Scan the records for the word "Alcoy". Return each line where it is found.

[Stored data entries]
>>
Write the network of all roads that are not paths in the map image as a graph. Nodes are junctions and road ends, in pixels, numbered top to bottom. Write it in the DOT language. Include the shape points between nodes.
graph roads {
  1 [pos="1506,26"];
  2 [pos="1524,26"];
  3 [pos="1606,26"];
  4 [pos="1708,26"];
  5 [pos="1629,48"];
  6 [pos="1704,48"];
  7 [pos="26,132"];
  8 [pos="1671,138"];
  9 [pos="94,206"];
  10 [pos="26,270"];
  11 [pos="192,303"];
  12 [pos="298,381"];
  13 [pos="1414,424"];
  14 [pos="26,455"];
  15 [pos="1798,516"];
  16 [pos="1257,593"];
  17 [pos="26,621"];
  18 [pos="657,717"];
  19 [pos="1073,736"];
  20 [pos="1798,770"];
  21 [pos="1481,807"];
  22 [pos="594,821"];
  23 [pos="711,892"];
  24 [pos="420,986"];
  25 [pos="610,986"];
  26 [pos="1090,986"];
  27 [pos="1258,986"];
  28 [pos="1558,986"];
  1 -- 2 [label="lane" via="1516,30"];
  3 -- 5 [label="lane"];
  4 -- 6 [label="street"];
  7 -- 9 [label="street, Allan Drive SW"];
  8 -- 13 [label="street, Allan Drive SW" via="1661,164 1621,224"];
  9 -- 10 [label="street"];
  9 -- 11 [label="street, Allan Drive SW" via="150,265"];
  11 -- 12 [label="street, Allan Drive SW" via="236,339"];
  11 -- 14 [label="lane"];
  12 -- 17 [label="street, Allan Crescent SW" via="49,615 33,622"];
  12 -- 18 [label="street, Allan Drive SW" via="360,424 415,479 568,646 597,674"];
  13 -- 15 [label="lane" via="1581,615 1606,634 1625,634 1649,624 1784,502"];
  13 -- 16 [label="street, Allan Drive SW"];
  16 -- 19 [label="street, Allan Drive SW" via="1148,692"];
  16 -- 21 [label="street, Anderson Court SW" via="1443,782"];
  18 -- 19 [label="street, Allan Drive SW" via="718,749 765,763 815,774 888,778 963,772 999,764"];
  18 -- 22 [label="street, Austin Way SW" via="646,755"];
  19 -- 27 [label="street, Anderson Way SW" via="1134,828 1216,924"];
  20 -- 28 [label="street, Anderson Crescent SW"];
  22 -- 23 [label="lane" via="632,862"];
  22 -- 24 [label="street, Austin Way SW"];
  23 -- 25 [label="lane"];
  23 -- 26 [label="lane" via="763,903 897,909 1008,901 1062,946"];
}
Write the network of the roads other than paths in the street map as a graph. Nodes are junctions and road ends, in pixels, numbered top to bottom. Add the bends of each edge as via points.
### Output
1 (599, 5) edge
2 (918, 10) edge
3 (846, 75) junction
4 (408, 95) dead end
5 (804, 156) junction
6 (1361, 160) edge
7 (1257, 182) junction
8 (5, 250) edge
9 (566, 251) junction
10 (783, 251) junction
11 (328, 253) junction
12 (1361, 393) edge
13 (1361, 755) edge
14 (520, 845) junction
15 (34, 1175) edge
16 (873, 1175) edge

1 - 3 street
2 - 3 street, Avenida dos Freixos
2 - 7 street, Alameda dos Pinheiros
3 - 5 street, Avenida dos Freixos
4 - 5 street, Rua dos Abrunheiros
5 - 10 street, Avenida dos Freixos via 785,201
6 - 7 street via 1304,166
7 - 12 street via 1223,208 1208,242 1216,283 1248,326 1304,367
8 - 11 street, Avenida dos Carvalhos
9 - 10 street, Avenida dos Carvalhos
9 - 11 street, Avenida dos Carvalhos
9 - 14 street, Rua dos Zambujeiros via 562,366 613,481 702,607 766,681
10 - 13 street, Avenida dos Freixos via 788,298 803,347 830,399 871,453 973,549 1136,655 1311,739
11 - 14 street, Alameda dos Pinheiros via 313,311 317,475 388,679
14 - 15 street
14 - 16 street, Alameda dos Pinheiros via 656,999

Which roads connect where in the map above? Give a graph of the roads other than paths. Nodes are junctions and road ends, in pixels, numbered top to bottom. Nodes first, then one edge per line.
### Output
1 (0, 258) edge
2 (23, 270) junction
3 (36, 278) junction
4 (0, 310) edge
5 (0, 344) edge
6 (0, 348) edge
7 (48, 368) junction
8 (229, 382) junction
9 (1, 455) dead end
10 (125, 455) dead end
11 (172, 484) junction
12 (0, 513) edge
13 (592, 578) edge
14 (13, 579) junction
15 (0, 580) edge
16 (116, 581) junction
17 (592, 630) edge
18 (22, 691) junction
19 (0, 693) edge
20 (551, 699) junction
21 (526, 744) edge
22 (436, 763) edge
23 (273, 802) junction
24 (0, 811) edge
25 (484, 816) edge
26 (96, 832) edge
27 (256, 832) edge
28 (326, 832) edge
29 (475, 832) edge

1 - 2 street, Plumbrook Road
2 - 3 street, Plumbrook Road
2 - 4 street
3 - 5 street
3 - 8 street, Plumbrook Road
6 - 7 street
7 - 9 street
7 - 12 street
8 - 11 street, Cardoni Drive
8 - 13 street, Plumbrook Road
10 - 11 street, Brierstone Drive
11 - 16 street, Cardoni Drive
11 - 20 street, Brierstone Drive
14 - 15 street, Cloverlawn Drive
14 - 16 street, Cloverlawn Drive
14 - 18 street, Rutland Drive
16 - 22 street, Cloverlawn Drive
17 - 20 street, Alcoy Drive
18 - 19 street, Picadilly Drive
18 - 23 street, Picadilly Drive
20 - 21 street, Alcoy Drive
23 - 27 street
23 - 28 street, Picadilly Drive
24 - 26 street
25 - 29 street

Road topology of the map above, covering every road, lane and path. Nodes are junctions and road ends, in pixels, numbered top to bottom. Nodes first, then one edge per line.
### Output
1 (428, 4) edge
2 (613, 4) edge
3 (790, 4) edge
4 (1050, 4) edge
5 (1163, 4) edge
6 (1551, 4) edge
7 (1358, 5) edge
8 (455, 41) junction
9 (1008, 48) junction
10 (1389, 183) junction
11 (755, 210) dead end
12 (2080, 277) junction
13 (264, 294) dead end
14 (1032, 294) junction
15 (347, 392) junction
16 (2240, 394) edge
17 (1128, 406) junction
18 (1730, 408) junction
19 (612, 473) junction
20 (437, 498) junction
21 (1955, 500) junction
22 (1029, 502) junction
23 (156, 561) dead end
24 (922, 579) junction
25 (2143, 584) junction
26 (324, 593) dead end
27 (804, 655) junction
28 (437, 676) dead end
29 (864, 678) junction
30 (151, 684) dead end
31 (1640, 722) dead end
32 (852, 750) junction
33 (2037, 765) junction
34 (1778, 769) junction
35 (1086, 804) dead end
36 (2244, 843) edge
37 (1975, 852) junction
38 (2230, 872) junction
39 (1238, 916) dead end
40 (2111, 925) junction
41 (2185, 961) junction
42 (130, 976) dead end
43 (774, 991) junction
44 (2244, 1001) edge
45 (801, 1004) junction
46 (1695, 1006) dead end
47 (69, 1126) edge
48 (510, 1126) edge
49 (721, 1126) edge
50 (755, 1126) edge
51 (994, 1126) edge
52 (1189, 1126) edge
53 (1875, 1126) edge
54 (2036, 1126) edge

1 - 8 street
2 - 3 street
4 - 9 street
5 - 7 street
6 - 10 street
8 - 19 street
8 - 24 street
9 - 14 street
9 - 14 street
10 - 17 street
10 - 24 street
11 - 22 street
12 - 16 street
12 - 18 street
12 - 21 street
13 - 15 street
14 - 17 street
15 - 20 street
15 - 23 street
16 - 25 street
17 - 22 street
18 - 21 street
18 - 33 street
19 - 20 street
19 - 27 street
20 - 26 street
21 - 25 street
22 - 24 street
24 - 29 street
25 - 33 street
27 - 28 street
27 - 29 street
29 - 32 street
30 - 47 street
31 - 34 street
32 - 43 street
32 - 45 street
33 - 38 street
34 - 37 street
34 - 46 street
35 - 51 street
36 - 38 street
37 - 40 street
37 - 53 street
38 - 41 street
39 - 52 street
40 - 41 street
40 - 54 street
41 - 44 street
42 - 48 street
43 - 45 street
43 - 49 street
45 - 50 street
<<
▶ _Answer_:
17 - 20 street, Alcoy Drive
20 - 21 street, Alcoy Drive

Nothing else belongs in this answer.